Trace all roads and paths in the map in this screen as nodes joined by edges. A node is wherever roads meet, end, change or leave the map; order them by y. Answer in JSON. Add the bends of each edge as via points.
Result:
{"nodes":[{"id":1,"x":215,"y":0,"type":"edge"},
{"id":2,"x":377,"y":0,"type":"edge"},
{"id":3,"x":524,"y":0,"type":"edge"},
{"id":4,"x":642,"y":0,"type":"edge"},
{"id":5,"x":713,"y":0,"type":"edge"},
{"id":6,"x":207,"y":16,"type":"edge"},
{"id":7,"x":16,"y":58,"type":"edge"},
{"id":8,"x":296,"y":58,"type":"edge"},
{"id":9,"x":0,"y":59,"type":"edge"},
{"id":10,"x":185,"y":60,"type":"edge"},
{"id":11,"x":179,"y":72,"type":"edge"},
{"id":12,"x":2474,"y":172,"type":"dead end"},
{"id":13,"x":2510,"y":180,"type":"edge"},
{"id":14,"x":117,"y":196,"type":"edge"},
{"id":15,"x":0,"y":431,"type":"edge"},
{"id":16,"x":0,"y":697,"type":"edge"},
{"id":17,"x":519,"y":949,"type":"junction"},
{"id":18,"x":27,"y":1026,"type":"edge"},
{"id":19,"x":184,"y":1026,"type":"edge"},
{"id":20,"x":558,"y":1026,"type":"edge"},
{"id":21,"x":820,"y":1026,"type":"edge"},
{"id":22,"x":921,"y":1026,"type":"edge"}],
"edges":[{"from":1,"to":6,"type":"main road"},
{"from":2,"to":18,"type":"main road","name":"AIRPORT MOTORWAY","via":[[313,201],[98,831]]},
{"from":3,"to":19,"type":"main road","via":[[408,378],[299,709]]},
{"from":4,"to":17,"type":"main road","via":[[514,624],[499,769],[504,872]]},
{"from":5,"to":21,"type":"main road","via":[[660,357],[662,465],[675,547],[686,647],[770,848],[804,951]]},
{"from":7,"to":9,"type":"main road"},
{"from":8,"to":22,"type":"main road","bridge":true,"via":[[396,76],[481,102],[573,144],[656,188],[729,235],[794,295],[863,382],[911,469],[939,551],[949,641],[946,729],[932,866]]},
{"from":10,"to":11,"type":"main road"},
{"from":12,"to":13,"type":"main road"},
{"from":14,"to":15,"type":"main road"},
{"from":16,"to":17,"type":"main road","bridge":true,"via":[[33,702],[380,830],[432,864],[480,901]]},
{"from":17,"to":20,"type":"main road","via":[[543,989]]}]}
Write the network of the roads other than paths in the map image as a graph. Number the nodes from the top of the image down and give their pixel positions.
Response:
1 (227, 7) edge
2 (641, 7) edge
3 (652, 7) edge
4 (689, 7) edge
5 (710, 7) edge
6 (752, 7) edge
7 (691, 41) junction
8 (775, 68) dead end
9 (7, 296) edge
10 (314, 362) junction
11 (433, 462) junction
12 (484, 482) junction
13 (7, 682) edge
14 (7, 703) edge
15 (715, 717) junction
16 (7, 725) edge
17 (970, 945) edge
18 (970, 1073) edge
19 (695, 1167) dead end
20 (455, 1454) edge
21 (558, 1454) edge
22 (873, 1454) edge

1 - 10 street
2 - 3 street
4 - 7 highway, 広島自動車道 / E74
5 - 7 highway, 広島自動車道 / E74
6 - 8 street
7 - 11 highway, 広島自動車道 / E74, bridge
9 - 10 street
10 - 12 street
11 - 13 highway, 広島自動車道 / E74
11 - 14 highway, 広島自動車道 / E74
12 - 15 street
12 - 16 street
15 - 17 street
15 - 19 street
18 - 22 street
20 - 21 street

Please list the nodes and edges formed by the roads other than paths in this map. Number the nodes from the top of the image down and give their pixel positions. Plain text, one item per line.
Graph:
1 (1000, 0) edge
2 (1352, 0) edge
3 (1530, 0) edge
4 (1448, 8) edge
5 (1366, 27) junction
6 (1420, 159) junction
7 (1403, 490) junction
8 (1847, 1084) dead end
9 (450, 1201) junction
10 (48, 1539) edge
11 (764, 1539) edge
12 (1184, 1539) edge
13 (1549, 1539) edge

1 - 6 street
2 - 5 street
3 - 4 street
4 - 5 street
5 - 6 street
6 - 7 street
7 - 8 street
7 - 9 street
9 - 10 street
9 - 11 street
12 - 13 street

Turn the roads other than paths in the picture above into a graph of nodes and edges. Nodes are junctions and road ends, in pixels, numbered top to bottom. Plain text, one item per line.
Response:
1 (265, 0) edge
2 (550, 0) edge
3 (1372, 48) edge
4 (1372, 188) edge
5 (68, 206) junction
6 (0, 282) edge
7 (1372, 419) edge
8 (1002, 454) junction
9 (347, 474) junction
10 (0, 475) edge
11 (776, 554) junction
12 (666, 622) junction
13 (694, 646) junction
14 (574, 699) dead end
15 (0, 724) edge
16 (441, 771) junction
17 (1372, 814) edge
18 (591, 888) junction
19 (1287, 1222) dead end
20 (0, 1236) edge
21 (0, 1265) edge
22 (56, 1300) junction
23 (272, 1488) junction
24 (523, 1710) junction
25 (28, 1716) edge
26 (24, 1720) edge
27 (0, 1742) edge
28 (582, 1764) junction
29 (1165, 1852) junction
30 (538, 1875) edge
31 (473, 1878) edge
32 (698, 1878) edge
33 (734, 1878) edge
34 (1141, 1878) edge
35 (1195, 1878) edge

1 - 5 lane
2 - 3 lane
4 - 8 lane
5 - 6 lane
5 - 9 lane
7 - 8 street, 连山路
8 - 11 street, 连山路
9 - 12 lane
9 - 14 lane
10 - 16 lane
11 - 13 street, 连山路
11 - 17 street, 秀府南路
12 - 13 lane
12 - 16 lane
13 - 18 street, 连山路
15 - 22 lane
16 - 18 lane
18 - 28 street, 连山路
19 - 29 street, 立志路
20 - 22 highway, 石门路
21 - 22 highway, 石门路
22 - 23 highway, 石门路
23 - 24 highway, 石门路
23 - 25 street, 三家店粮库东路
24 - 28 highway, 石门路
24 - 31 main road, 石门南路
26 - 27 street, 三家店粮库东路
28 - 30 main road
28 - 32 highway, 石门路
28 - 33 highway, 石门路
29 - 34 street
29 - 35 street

INSTRUCTIONS TO FOLLOW |
Please copy, exactly and with nothing else, the lines above beginning at the line that has "Write the network" and ending with the line that has "Turn the roads".

OUTPUT OF THE TASK |
Write the network of the roads other than paths in the map image as a graph. Number the nodes from the top of the image down and give their pixel positions.
Response:
1 (227, 7) edge
2 (641, 7) edge
3 (652, 7) edge
4 (689, 7) edge
5 (710, 7) edge
6 (752, 7) edge
7 (691, 41) junction
8 (775, 68) dead end
9 (7, 296) edge
10 (314, 362) junction
11 (433, 462) junction
12 (484, 482) junction
13 (7, 682) edge
14 (7, 703) edge
15 (715, 717) junction
16 (7, 725) edge
17 (970, 945) edge
18 (970, 1073) edge
19 (695, 1167) dead end
20 (455, 1454) edge
21 (558, 1454) edge
22 (873, 1454) edge

1 - 10 street
2 - 3 street
4 - 7 highway, 広島自動車道 / E74
5 - 7 highway, 広島自動車道 / E74
6 - 8 street
7 - 11 highway, 広島自動車道 / E74, bridge
9 - 10 street
10 - 12 street
11 - 13 highway, 広島自動車道 / E74
11 - 14 highway, 広島自動車道 / E74
12 - 15 street
12 - 16 street
15 - 17 street
15 - 19 street
18 - 22 street
20 - 21 street

Please list the nodes and edges formed by the roads other than paths in this map. Number the nodes from the top of the image down and give their pixel positions. Plain text, one item per line.
Graph:
1 (1000, 0) edge
2 (1352, 0) edge
3 (1530, 0) edge
4 (1448, 8) edge
5 (1366, 27) junction
6 (1420, 159) junction
7 (1403, 490) junction
8 (1847, 1084) dead end
9 (450, 1201) junction
10 (48, 1539) edge
11 (764, 1539) edge
12 (1184, 1539) edge
13 (1549, 1539) edge

1 - 6 street
2 - 5 street
3 - 4 street
4 - 5 street
5 - 6 street
6 - 7 street
7 - 8 street
7 - 9 street
9 - 10 street
9 - 11 street
12 - 13 street

Turn the roads other than paths in the picture above into a graph of nodes and edges. Nodes are junctions and road ends, in pixels, numbered top to bottom. Plain text, one item per line.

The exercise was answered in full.